Lossless, Non-Volatile Post-Fabrication Trimming of PICs via On-Chip High-Temperature Annealing of Undercut Waveguides

TL;DR

This paper introduces a novel, CMOS-compatible high-temperature annealing method for permanently trimming photonic integrated circuits, effectively compensating manufacturing deviations with high precision and stability, without additional processing steps.

Contribution

The authors present the first demonstration of a nonvolatile, high-temperature thermal treatment for post-fabrication trimming of PICs that is simple, energy-efficient, and compatible with existing CMOS processes.

Findings

Achieved a permanent refractive index reduction of 0.0173 in silicon waveguides.

Demonstrated high-resolution tuning of up to 5.25 bits across broadband spectrum.

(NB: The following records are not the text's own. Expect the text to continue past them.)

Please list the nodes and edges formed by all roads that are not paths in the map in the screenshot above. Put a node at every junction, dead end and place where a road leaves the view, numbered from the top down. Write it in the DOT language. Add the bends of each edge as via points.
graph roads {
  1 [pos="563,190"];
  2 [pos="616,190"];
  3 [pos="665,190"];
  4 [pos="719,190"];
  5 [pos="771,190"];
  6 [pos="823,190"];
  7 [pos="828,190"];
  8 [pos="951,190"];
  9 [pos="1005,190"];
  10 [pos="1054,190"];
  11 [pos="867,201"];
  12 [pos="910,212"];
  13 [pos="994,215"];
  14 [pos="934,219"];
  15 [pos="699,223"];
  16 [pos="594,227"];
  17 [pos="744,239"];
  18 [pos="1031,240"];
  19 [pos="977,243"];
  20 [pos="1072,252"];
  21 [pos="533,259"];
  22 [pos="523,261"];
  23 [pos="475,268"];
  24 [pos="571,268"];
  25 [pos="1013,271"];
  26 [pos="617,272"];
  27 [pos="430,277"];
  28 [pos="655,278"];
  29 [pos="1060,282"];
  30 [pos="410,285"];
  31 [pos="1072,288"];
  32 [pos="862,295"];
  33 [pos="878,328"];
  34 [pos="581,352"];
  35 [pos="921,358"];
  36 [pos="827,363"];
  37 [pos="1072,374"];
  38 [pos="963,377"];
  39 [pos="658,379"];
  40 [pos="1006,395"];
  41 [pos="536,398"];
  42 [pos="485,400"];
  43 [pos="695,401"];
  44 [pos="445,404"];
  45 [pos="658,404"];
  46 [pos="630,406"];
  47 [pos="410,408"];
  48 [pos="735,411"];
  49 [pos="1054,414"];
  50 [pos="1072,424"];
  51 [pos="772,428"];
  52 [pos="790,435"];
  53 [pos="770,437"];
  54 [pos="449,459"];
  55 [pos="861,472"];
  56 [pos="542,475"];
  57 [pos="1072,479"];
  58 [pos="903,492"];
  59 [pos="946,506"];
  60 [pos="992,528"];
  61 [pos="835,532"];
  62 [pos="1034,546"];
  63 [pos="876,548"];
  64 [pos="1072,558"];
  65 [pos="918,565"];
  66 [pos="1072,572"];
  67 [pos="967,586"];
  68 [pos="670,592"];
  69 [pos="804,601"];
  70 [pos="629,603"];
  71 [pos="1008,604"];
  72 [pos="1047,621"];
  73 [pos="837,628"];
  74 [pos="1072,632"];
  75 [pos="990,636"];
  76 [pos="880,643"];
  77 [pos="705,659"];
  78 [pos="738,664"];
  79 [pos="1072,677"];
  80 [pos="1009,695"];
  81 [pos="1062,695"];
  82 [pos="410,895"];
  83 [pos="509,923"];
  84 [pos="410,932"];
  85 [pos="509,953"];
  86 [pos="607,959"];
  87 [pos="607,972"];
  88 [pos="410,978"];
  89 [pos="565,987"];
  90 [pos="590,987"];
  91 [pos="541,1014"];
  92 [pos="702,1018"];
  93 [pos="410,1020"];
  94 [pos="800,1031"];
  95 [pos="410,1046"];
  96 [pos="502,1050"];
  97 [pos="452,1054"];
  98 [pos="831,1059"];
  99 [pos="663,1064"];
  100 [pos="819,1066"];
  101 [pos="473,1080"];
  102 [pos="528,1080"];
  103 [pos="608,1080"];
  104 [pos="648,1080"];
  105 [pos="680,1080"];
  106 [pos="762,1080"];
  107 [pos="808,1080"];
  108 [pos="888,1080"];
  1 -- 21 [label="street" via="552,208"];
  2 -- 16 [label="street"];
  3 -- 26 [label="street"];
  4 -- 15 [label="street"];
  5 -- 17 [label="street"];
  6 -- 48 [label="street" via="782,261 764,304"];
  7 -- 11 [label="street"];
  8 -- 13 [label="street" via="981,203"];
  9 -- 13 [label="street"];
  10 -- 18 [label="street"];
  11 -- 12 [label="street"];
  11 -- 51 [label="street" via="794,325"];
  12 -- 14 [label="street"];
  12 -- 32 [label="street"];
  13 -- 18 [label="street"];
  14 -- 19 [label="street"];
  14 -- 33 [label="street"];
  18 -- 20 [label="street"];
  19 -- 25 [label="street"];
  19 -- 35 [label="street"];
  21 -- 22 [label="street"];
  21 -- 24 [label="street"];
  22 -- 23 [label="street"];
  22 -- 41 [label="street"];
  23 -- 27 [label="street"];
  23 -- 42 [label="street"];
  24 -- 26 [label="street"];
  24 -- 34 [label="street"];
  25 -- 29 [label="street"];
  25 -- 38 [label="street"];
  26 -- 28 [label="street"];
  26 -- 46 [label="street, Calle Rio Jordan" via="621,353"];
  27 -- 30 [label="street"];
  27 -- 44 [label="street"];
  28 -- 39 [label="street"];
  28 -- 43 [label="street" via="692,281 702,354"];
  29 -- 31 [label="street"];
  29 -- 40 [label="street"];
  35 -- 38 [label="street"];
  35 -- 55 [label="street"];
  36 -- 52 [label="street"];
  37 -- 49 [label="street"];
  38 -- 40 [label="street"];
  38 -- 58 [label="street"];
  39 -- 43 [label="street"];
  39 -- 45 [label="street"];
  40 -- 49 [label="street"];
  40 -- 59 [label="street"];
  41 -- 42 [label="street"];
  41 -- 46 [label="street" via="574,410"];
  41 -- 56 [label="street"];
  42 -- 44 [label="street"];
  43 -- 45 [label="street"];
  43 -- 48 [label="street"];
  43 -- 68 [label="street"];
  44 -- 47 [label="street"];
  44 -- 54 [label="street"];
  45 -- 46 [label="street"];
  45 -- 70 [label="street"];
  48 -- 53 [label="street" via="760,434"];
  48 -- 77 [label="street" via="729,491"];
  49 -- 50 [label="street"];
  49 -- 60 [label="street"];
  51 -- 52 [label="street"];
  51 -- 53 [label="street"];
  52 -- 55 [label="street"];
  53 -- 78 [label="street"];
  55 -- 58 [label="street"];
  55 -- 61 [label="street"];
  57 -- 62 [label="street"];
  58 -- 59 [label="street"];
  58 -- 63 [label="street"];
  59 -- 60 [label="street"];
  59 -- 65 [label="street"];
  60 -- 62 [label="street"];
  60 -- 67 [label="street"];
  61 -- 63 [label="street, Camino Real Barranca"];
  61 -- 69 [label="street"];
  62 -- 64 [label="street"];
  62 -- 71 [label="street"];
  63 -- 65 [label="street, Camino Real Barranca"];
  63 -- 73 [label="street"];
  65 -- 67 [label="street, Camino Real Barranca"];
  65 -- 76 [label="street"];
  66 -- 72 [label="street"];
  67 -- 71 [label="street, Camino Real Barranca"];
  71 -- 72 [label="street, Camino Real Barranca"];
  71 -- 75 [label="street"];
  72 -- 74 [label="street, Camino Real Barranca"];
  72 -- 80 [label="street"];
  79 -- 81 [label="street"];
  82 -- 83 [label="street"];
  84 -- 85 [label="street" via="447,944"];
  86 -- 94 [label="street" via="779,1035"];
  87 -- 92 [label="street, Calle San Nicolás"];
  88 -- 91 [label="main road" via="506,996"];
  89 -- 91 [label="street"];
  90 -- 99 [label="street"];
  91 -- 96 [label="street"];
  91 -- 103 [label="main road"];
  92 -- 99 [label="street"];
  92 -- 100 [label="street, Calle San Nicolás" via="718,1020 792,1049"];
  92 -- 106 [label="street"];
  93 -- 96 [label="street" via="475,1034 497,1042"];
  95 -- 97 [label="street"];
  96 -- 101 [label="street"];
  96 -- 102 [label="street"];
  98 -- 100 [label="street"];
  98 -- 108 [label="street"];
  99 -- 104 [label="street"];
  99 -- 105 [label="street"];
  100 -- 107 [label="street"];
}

Maintained stability of the trimmed state for over 218 days.

Abstract

Limited by equipment precision, manufacturing deviations in waveguide width, etch depth, and layer thickness inevitably occur in photonic integrated circuits (PICs). These variations cause initial phase errors, compromising the reliability of phase-sensitive devices such as Mach-Zehnder Interferometers (MZI) and microring resonators. To overcome this, we report a nonvolatile, near-lossless post-trimming method utilizing sufficient high-temperature thermal treatment for undercut waveguides, reported here for the first time to the best of our knowledge. This CMOS-compatible approach requires no additional processes or equipment, enables simple electrical heating for trimming, and retains long-term stability after high-temperature removal, ensuring high energy efficiency. Transmission electron microscopy indicates that high-temperature thermal treatment induces irreversible lattice expansion in silicon waveguides, leading to a reduction in the real refractive index and enabling compensation for process errors. Experimental results using MZIs confirm a permanent refractive index reduction of 0.0173 and high-resolution tuning up to 5.25 bits, effective across a broadband spectrum and stable for over 218 days after final trimming. Furthermore, 15 MZIs on a single wafer are precisely calibrated to BAR, CROSS, or orthogonal states, demonstrating the method universality. This practical and scalable technique enables reliable post-fabrication trimming for next-generation low-cost, energy-efficient PIC applications such as optical switches and optical computing.